Patrick Stewart in a poster for Star Trek: Picard season 3 (Paramount+)

(Photo by Paramount+)

Those same concerns may become text in Picard‘s final 10-episode run. As announced when the program was still streaming episodes of the second season, the majority of Stewart’s TNG shipmates – Jonathan Frakes, Brent Spiner, LeVar Burton, Marina Sirtis, Michael Dorn, and Gates McFadden – return as their classic characters (mostly). The intent of the season: to give the group the proper send-off they never quite received in the Next Generation’s feature film series.
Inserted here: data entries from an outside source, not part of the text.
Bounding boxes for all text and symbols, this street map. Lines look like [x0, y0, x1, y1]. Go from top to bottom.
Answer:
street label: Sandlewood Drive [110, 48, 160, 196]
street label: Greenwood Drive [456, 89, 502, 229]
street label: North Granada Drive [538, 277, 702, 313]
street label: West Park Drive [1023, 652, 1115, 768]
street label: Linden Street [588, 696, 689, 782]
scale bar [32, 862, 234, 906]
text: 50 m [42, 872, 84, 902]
Nevertheless, Picard’s final season acknowledges the gap of years between their last film, Star Trek: Nemesis, and now; in fact, that distance has been a constant in the show’s various storylines. And if you haven’t been keeping up, but want to see the last mission of the Next Generation crew, here are a few things we were able to learn from the cast and showrunner Terry Matalas about Picard‘s third season.

1. It’s Set in the 25th Century

Patrick Stewart, Jonathan Frakes and Jeri Ryan in Star Trek: Picard

(Photo by Trae Patton/Paramount+)

Although Picard always took place in the last years of the 24th century – the era first explored in TNG and continued in Star Trek: Deep Space Nine, Star Trek: Voyager and Star Trek: Lower Decks – the third season proudly announces itself as entering a new century. To TNG faithful, the century shift should offer a sense of momentum and reaffirm Star Trek‘s commitment to setting out further in its own fictional history and future while Star Trek: Discovery tells stories in its far removed future and Star Trek: Strange New Worlds seeks out new life in the original Star Trek‘s 23rd century.

At the Television Critics Association winter press tour in January, Trek universe executive producer Alex Kurtzman suggested employing the various time periods allows Trek to grow while also holding onto its core ideals.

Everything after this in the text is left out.